For my new year’s blog post in 2024 I wrote about a practice I call the Joy Review. This was all about ways to develop a ritual or set of rituals in your life designed to really savor the joy that we sometimes let pass us by or fade too quickly from memory.  You can link to it HERE.  I absolutely stand by that idea and indeed right now, as the world seems to grow more challenging by the hour, I think it’s more important than ever pay attention to joy. Today I want to build on the idea of reviewing your own joy and expand it to suggest a simple way you can not only encourage a joy focus in the people you encounter in your daily life but also spark a potentially meaningful conversation between you and friends or even you and a stranger.

 

I was recently at my annual professional conference, which is in itself actually one of my most joyful times of each year. I get to see many of my favorite people in the world and also get reinvigorated in my career.  It is a place to reconnect with close friends and fond acquaintances and also to get the opportunity to meet many new people who could grow into those first two categories in the years to come.
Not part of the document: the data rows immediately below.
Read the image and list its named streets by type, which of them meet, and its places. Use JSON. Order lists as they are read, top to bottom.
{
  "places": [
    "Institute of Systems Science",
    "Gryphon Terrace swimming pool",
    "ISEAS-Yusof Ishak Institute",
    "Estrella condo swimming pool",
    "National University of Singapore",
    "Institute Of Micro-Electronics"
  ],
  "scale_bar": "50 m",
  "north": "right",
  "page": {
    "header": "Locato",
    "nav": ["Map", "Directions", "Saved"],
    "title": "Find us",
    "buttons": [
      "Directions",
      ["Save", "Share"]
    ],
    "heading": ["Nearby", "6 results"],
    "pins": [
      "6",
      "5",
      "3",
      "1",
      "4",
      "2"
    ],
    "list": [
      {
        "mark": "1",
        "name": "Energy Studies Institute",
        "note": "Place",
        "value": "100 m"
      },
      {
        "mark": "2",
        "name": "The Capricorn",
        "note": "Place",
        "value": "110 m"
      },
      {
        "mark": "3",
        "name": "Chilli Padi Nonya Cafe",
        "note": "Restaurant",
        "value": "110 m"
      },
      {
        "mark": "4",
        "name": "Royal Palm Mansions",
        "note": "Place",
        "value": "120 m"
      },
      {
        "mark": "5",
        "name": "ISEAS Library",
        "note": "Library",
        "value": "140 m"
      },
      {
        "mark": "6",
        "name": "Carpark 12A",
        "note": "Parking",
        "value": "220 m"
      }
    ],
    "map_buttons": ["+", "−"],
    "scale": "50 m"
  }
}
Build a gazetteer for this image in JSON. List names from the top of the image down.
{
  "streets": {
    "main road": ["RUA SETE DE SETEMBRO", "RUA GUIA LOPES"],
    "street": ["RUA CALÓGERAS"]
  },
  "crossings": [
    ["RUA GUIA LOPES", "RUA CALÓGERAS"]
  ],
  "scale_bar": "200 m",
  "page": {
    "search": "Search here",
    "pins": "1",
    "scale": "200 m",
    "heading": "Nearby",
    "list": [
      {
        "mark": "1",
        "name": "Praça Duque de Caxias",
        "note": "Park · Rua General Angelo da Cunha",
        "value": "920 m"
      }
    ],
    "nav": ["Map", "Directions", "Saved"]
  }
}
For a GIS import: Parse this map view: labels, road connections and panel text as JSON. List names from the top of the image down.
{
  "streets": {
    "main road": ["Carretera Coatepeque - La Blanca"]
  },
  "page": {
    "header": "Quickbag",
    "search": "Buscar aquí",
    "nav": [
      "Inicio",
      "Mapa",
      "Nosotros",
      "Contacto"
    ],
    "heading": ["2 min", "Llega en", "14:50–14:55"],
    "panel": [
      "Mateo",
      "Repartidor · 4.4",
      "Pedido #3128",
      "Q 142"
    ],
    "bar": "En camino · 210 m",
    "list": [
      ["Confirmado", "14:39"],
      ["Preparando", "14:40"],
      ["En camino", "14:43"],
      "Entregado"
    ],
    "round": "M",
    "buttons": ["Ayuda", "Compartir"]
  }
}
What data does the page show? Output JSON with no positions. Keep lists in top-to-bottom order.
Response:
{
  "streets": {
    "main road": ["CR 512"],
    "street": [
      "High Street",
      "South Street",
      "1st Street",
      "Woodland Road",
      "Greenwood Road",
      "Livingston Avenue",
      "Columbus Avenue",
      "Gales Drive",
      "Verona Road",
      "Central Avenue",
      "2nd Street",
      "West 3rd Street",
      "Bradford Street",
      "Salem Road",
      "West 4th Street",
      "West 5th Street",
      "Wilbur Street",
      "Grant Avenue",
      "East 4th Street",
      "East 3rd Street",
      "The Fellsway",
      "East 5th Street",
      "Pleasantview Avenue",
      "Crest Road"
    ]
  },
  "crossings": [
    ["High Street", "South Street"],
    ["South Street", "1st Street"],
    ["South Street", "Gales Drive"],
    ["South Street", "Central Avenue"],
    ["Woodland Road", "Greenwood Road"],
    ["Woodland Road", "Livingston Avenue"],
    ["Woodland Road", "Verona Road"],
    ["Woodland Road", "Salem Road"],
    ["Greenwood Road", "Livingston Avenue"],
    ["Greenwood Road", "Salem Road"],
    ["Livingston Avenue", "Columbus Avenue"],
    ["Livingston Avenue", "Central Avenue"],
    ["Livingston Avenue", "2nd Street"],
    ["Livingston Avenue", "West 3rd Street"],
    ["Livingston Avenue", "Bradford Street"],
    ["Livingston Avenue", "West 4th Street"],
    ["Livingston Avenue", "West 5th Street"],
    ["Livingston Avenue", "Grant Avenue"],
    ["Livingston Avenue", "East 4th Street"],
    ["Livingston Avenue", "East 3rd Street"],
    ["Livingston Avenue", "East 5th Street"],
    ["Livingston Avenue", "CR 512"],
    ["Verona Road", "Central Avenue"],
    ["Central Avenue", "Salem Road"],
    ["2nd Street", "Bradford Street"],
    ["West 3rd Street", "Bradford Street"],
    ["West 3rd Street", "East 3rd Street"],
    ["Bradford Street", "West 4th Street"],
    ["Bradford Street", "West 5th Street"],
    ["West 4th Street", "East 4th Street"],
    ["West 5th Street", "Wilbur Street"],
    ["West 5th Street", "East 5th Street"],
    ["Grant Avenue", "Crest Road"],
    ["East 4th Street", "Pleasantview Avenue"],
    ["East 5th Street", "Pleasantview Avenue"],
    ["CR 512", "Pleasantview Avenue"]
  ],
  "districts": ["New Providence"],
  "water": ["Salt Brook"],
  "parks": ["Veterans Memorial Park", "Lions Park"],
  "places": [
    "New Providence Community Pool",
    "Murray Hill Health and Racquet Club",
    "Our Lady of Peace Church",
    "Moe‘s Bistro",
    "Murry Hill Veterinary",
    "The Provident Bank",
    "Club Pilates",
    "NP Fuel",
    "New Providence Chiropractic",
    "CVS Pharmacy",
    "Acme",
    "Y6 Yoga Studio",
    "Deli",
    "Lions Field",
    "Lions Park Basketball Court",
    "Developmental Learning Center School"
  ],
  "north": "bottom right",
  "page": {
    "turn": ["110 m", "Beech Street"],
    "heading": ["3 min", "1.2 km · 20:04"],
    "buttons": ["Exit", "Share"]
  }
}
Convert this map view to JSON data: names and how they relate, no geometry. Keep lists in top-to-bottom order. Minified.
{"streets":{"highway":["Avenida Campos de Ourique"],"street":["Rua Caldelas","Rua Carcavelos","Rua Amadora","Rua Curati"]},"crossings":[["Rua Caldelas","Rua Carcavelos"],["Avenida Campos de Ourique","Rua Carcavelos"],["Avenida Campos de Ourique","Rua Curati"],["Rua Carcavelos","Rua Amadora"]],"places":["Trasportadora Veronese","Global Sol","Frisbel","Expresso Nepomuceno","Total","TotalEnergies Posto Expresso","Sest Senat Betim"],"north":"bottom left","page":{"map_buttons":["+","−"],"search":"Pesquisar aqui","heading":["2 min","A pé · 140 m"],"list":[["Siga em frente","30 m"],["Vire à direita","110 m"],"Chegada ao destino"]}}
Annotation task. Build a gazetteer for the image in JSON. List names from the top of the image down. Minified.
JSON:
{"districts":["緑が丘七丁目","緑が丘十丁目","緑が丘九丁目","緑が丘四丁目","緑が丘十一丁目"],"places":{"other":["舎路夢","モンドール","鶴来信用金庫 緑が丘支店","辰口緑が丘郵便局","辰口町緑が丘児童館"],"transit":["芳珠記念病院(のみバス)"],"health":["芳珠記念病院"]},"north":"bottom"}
There is a lot going on at once at all hours of the day and evening, and many conversations happen in passing in the conference center or at a reception.  The “what’s new?” or “how are things?” opener to these conversations, less than scintillating in a typical year, seemed to trip people up this year with a lot of pressure felt to give a caveat on the state of the world before proceeding with their own recap. 

 

After one or two of these conversations on the first day of the conference I decided on the spot to change the question, and to everyone I met up with I asked, “what moment gave you the most joy in the last year?”  This was a game changer.  At first most people looked a bit taken aback and then I’d see a modicum of guilt pass over their faces as if perhaps we are not allowed to openly discuss joyful experiences in light of the burden of the world.  But then that cloud would quickly pass and they would light up and tell me a story.

 

Sometimes it was big – often a trip somewhere wonderful or big event like a honeymoon – but other times it was truly a moment.  For instance, one person told me that she and her husband watched a silly old comedy they haven’t seen in years and had belly laughs together that they really needed on that day.  Someone else told me of one particular day they connected with their grown kid.  One person who had at first told me about a trip stopped me later in the conversation to “change his answer” to something he had actually witnessed earlier that day that was a surprising delight.

 

I initiated a few of these conversations with people I was meeting for the first time, and I felt a sense of more immediate connection to them than I think I would have in a typical introductory conversation.  Joy is not small talk.  Joy is personal.

 

I’d like to hope that these conversations sparked some wonderful memories in those I spoke with even long after our encounter.  Following up after the conference, one person told me she was going to steal this idea for the future.  Steal away – all of you!  Please.  We need it.